Marco Marenco, ex patron di Borsalino, nei guai: concluse le indagini su crac per oltre 4 miliardi di euro

51 le società facenti capo al "re del gas". Si ipotizza una colossale bancarotta fraudolenta

Marco Marenco, ex patron di Borsalino, nei guai: concluse le indagini su crac per oltre 4 miliardi di euro

Sono 51 le persone denunciate dalla Guardia di Finanza di Torino e Asti nel corso delle indagini sul fallimento delle società facenti capo a Marco Marenco, “re del gas” ed ex patron dello storico e prestigioso marchio di cappelli “Borsalino”.

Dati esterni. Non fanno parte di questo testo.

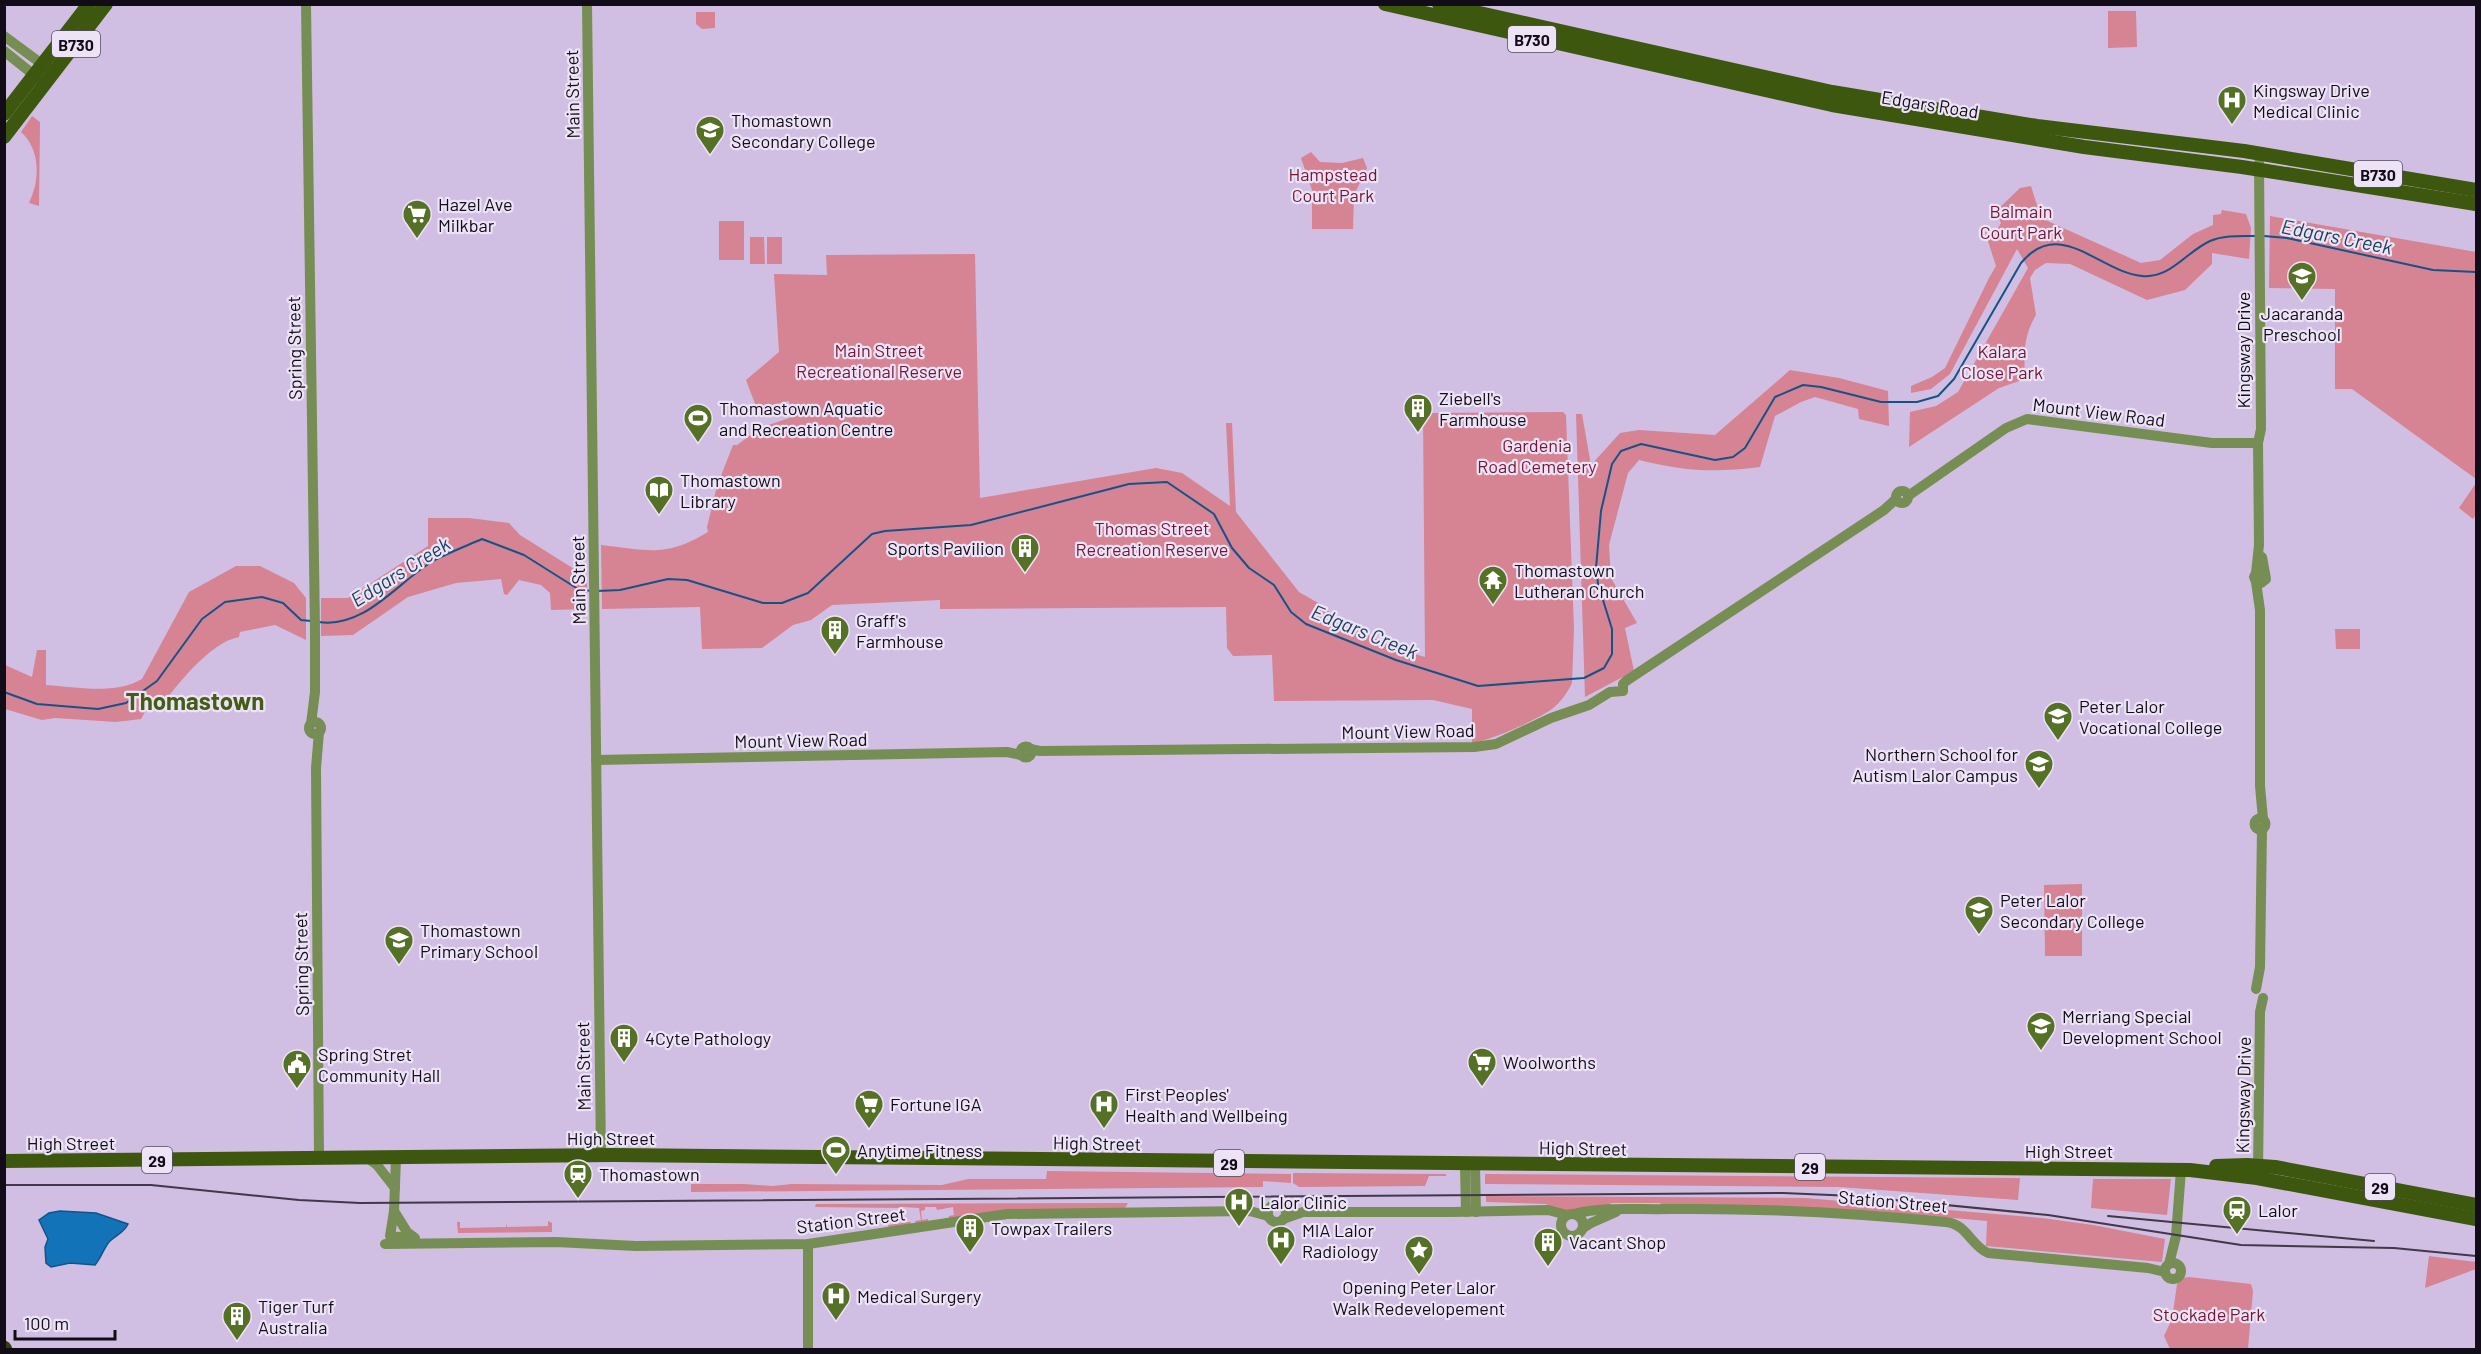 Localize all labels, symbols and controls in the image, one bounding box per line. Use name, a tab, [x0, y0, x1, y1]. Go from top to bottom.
road number: B730	[1508, 26, 1556, 52]
road number: B730	[52, 31, 100, 57]
street label: Main Street	[560, 49, 584, 139]
place label: Kingsway Drive Medical Clinic	[2253, 79, 2370, 122]
hospital icon: Kingsway Drive Medical Clinic	[2216, 84, 2248, 126]
street label: Edgars Road	[1880, 85, 1980, 123]
place label: Thomastown Secondary College	[731, 109, 876, 152]
school or university icon: Thomastown Secondary College	[694, 114, 726, 156]
road number: B730	[2354, 161, 2402, 187]
park label: Hampstead Court Park	[1288, 163, 1378, 206]
place label: Hazel Ave Milkbar	[438, 193, 513, 236]
supermarket icon: Hazel Ave Milkbar	[401, 198, 433, 240]
park label: Balmain Court Park	[1980, 200, 2062, 243]
water label: Edgars Creek	[2279, 213, 2395, 259]
school or university icon: Jacaranda Preschool	[2286, 260, 2318, 302]
street label: Kingsway Drive	[2232, 292, 2254, 408]
street label: Spring Street	[282, 296, 306, 400]
place label: Jacaranda Preschool	[2261, 302, 2343, 345]
park label: Main Street Recreational Reserve	[796, 339, 962, 382]
park label: Kalara Close Park	[1961, 340, 2043, 383]
place label: Ziebell's Farmhouse	[1439, 387, 1527, 430]
building icon: Ziebell's Farmhouse	[1402, 392, 1434, 434]
street label: Mount View Road	[2032, 393, 2166, 431]
place label: Thomastown Aquatic and Recreation Centre	[719, 397, 893, 440]
sports icon: Thomastown Aquatic and Recreation Centre	[682, 402, 714, 444]
park label: Gardenia Road Cemetery	[1477, 434, 1597, 477]
place label: Thomastown Library	[680, 469, 781, 512]
library icon: Thomastown Library	[643, 474, 675, 516]
park label: Thomas Street Recreation Reserve	[1076, 517, 1228, 560]
water label: Edgars Creek	[346, 531, 454, 611]
building icon: Sports Pavilion	[1009, 532, 1041, 574]
street label: Main Street	[566, 535, 590, 625]
place label: Sports Pavilion	[887, 537, 1004, 559]
place label: Thomastown Lutheran Church	[1514, 559, 1644, 602]
temple icon: Thomastown Lutheran Church	[1477, 564, 1509, 606]
water label: Edgars Creek	[1308, 599, 1422, 663]
place label: Graff's Farmhouse	[856, 609, 944, 652]
building icon: Graff's Farmhouse	[819, 614, 851, 656]
district label: Thomastown	[126, 686, 264, 715]
place label: Peter Lalor Vocational College	[2079, 695, 2222, 738]
school or university icon: Peter Lalor Vocational College	[2042, 700, 2074, 742]
street label: Mount View Road	[1341, 719, 1475, 743]
street label: Mount View Road	[734, 728, 868, 752]
place label: Northern School for Autism Lalor Campus	[1852, 743, 2018, 786]
school or university icon: Northern School for Autism Lalor Campus	[2023, 748, 2055, 790]
place label: Peter Lalor Secondary College	[2000, 889, 2145, 932]
school or university icon: Peter Lalor Secondary College	[1963, 894, 1995, 936]
street label: Spring Street	[289, 912, 313, 1016]
place label: Thomastown Primary School	[420, 919, 538, 962]
school or university icon: Thomastown Primary School	[383, 924, 415, 966]
place label: Merriang Special Development School	[2062, 1005, 2222, 1048]
school or university icon: Merriang Special Development School	[2025, 1010, 2057, 1052]
street label: Main Street	[571, 1021, 595, 1111]
building icon: 4Cyte Pathology	[608, 1022, 640, 1064]
place label: 4Cyte Pathology	[645, 1027, 771, 1049]
street label: Kingsway Drive	[2231, 1036, 2255, 1154]
place label: Spring Stret Community Hall	[318, 1043, 440, 1086]
supermarket icon: Woolworths	[1466, 1046, 1498, 1088]
public building icon: Spring Stret Community Hall	[281, 1048, 313, 1090]
place label: Woolworths	[1503, 1051, 1596, 1073]
place label: First Peoples' Health and Wellbeing	[1125, 1083, 1288, 1126]
supermarket icon: Fortune IGA	[853, 1088, 885, 1130]
hospital icon: First Peoples' Health and Wellbeing	[1088, 1088, 1120, 1130]
place label: Fortune IGA	[890, 1093, 982, 1115]
street label: High Street	[567, 1127, 655, 1149]
street label: High Street	[1053, 1131, 1141, 1155]
street label: High Street	[27, 1132, 115, 1154]
sports icon: Anytime Fitness	[820, 1134, 852, 1176]
street label: High Street	[1539, 1136, 1627, 1160]
place label: Anytime Fitness	[857, 1139, 982, 1161]
street label: High Street	[2025, 1140, 2113, 1162]
road number: 29	[142, 1147, 172, 1173]
road number: 29	[1214, 1150, 1244, 1176]
road number: 29	[1795, 1154, 1825, 1180]
station icon: Thomastown	[562, 1158, 594, 1200]
place label: Thomastown	[599, 1163, 700, 1185]
road number: 29	[2365, 1174, 2395, 1200]
street label: Station Street	[1837, 1185, 1949, 1217]
hospital icon: Lalor Clinic	[1223, 1186, 1255, 1228]
place label: Lalor Clinic	[1260, 1191, 1347, 1213]
station icon: Lalor	[2221, 1194, 2253, 1236]
place label: Lalor	[2258, 1199, 2298, 1221]
street label: Station Street	[795, 1202, 907, 1238]
building icon: Towpax Trailers	[954, 1212, 986, 1254]
place label: Towpax Trailers	[991, 1217, 1112, 1239]
place label: MIA Lalor Radiology	[1302, 1219, 1378, 1262]
hospital icon: MIA Lalor Radiology	[1265, 1224, 1297, 1266]
building icon: Vacant Shop	[1532, 1226, 1564, 1268]
place label: Vacant Shop	[1569, 1231, 1666, 1253]
place icon: Opening Peter Lalor Walk Redevelopement	[1403, 1234, 1435, 1276]
place label: Opening Peter Lalor Walk Redevelopement	[1333, 1276, 1505, 1319]
hospital icon: Medical Surgery	[820, 1280, 852, 1322]
place label: Medical Surgery	[857, 1285, 981, 1307]
place label: Tiger Turf Australia	[258, 1295, 334, 1338]
building icon: Tiger Turf Australia	[221, 1300, 253, 1342]
scale bar	[15, 1303, 116, 1341]
park label: Stockade Park	[2153, 1303, 2265, 1325]
text: 100 m	[24, 1312, 69, 1334]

Gli indagati sono ritenuti responsabili, a vario titolo, di una colossale bancarotta fraudolenta – seconda in Italia solo a quella di “Parmalat” – ai danni di 12 aziende del gruppo, operanti nei settori dell’import-export di gas naturale e della produzione di energia elettrica.

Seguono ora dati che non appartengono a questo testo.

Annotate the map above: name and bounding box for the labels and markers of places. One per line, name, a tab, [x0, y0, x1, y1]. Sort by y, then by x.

Nel corso dell’inchiesta sono stati anche sottoposti a sequestro preventivo beni per un valore complessivo pari a 107 milioni di euro.

Sono ora stati notificati gli avvisi di conclusione delle indagini, che hanno messo in luce un crac societario di oltre 4 miliardi di euro, nonché condotte distrattive per circa 1 miliardo e 130 milioni di euro.

In particolare gli illeciti ipotizzati nei confronti degli indagati sono reati tributari (quali la dichiarazione fiscale infedele, l’omesso versamento delle imposte, la sottrazione al pagamento delle accise), la truffa aggravata, l’appropriazione indebita, le false comunicazioni sociali e, soprattutto, la bancarotta fraudolenta aggravata.

Le indagini hanno evidenziato che il denaro, le partecipazioni e i beni sottratti venivano impiegati in operazioni infragruppo e successivamente trasferiti all’estero, mediante compravendite fittizie. Le attività imprenditoriali esercitate dalle società nel frattempo indebitate o fallite venivano proseguite da nuove aziende, appositamente costituite e intestate ad amministratori e manager vicini all’imprenditore. Queste ultime, vere e proprie “scialuppe di salvataggio”, erano a loro volta controllate da numerose società estere che, come “scatole cinesi”, componevano il complesso sistema di frode.

L’intera attività investigativa ha consentito di scoprire una “galassia” costituita da almeno 190 società, residenti nel territorio nazionale ed estero, legate da complesse catene partecipative, talvolta schermate mediante l’interposizione di aziende offshore situate in “paradisi fiscali”.

Inoltre, alcuni dei responsabili, per eludere le indagini, utilizzavano dispositivi telefonici criptati e si avvalevano della collaborazione di pubblici ufficiali (anch’essi individuati e a vario titolo indagati per corruzione, favoreggiamento e accesso abusivo a sistemi informatici) che garantivano a Marco Marenco e ai propri familiari servizi di sicurezza, oltre al reperimento di notizie circa lo stato delle indagini.